Saw the video. Does look like an older Hatteras. That's gotta suck.


----------



## markw4321 (Oct 4, 2007)




----------



## hebegb again (Oct 9, 2017)

Well thats gotta suck


----------



## JesseJames60 (Jun 19, 2017)

That is definitely going to change the flow of their day.


----------



## dsaito (Feb 3, 2014)

Anyone able to make out the name on the back ?


----------



## Bill Me (Oct 5, 2007)

It will buff right out


----------



## MrFish (Aug 21, 2009)

Someone on FB said Makaira.


----------



## dsaito (Feb 3, 2014)

Destin charter boat. Ouch


----------



## Fishing Grandpa (Jul 2, 2017)

dsaito said:


> Destin charter boat. Ouch


 And now folks, a chance to get in some surf fishing....


----------



## Orion45 (Jun 26, 2008)

Running close to shore plus engine failure plus a stiff wind from the south could easily result in this.

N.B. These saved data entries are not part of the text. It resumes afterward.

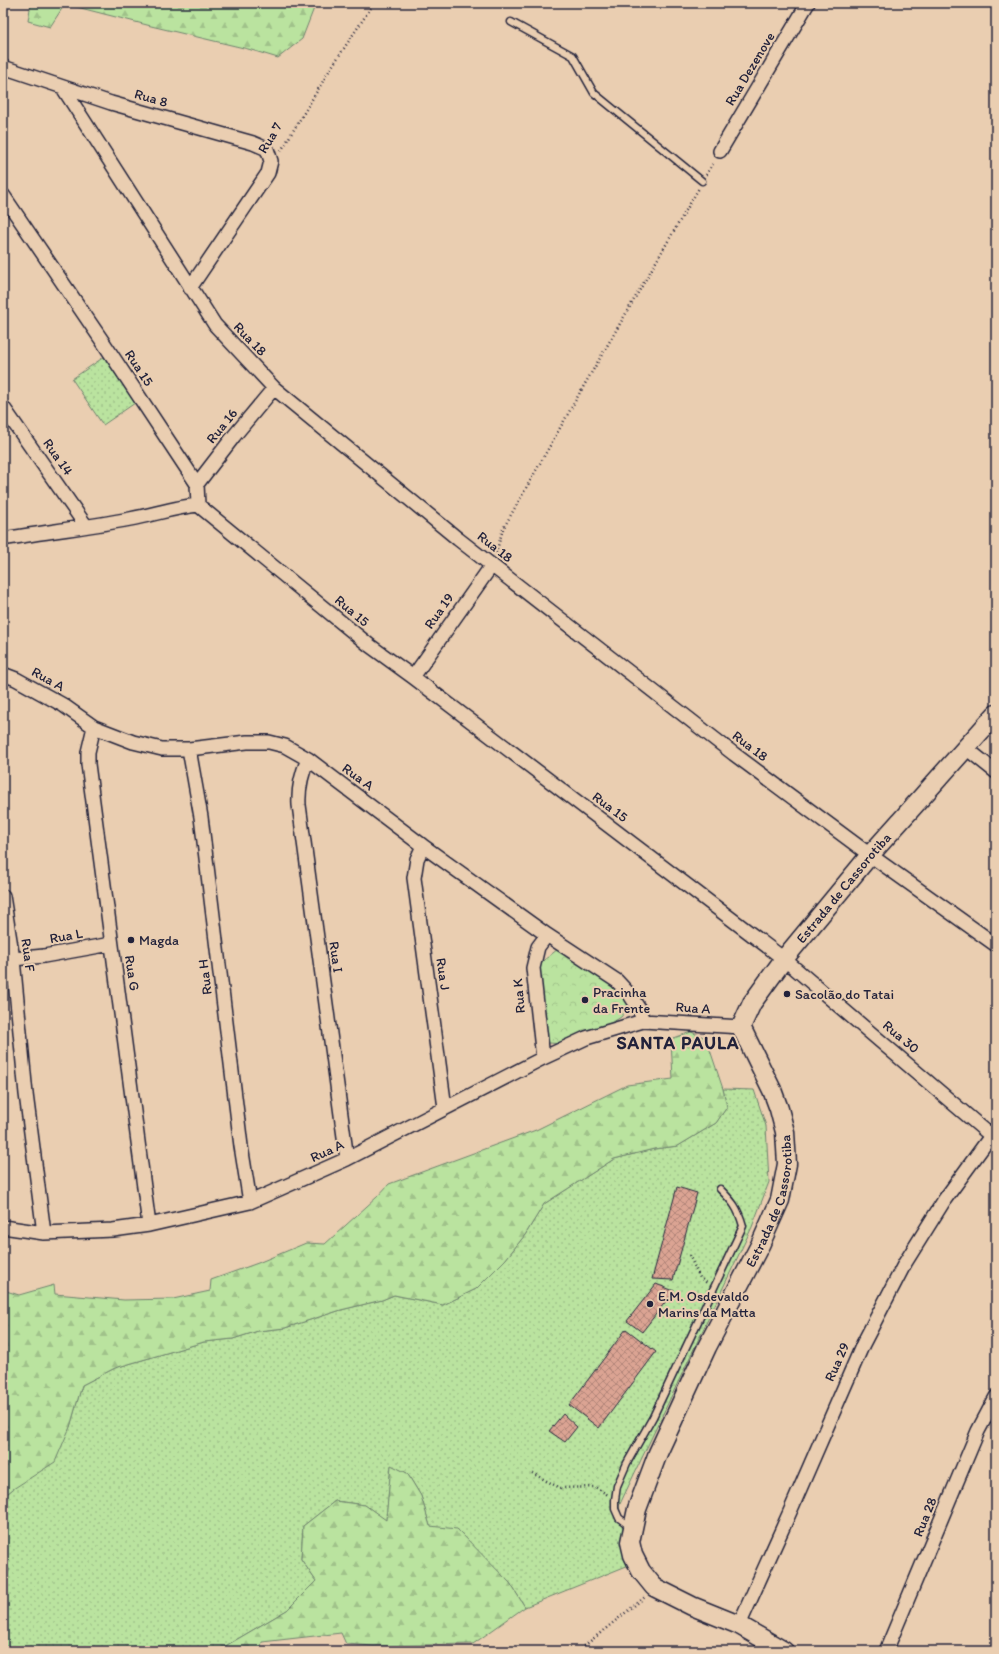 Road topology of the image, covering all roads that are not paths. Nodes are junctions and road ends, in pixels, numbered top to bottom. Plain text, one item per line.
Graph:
1 (808, 3) edge
2 (511, 22) dead end
3 (3, 67) edge
4 (63, 88) junction
5 (720, 151) road end
6 (268, 173) joint
7 (702, 181) road end
8 (3, 195) edge
9 (190, 288) junction
10 (274, 388) junction
11 (3, 407) edge
12 (197, 484) junction
13 (198, 505) junction
14 (86, 526) junction
15 (3, 539) edge
16 (492, 564) junction
17 (3, 674) edge
18 (413, 677) junction
19 (996, 714) edge
20 (94, 727) junction
21 (966, 748) junction
22 (189, 749) junction
23 (308, 759) junction
24 (996, 772) edge
25 (423, 846) junction
26 (870, 855) junction
27 (3, 896) edge
28 (547, 935) junction
29 (111, 944) junction
30 (996, 945) edge
31 (784, 959) junction
32 (8, 960) edge
33 (643, 1021) junction
34 (741, 1027) junction
35 (543, 1058) junction
36 (445, 1108) junction
37 (994, 1134) edge
38 (347, 1160) junction
39 (720, 1189) dead end
40 (250, 1202) junction
41 (148, 1225) junction
42 (3, 1227) edge
43 (44, 1234) junction
44 (996, 1397) edge
45 (632, 1528) junction
46 (738, 1625) junction
47 (784, 1651) edge
48 (886, 1651) edge

1 - 5 street, Rua Dezenove
2 - 7 lane
3 - 4 street, Rua 8
4 - 6 street, Rua 8
4 - 9 street, Rua 18
6 - 9 street, Rua 7
8 - 12 street, Rua 15
9 - 10 street, Rua 18
10 - 12 street, Rua 16
10 - 16 street, Rua 18
11 - 14 street, Rua 14
12 - 13 street
13 - 14 street
13 - 18 street, Rua 15
14 - 15 street
16 - 18 street, Rua 19
16 - 26 street, Rua 18
17 - 20 street, Rua A
18 - 31 street, Rua 15
19 - 21 main road, Estrada de Cassorotiba
20 - 22 street, Rua A
20 - 29 street, Rua G
21 - 24 street
21 - 26 main road, Estrada de Cassorotiba
22 - 23 street, Rua A
22 - 40 street, Rua H
23 - 25 street, Rua A
23 - 38 street, Rua I
25 - 28 street, Rua A
25 - 36 street, Rua J
26 - 30 street, Rua 18
26 - 31 main road, Estrada de Cassorotiba
27 - 32 street, Rua F
28 - 33 street, Rua A
28 - 35 street, Rua K
29 - 32 street, Rua L
29 - 41 street, Rua G
31 - 34 main road, Estrada de Cassorotiba
31 - 37 street, Rua 30
32 - 43 street, Rua F
33 - 34 street, Rua A
33 - 35 street, Rua A
34 - 45 main road, Estrada de Cassorotiba
35 - 36 street, Rua A
36 - 38 street, Rua A
37 - 46 street, Rua 29
38 - 40 street, Rua A
39 - 45 lane
40 - 41 street, Rua A
41 - 43 street, Rua A
42 - 43 street, Rua A
44 - 48 street, Rua 28
45 - 46 main road, Estrada de Cassorotiba
46 - 47 main road, Estrada de Cassorotiba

Under these circumstances, I would have deployed the anchor as soon as I lost engine power.


----------



## Orion45 (Jun 26, 2008)

Looks like a salvage job to me.
High tide, a tug boat, and possibly some water pumps to move some sand...and she'll be out.


----------



## NoMoSurf (Oct 2, 2007)

Orion45 said:


> Looks like a salvage job to me.
> High tide, a tug boat, and possibly some water pumps to move some sand...and she'll be out.


Yep. I hope it was low tide when she went aground. Every little bit of tide will help.


----------



## RapiD-CH32 (Oct 23, 2017)

MrFish said:


> Anyone got any details? Video popping up on FB, but no info. Looks like an early model Hatt or the like.


Would a boat like that have auto pilot? Hard to imagine the circumstances.


----------



## off route II (Sep 28, 2007)

Orion45 said:


> Running close to shore plus engine failure plus a stiff wind from the south could easily result in this.
> 
> Under these circumstances, I would have deployed the anchor as soon as I lost engine power.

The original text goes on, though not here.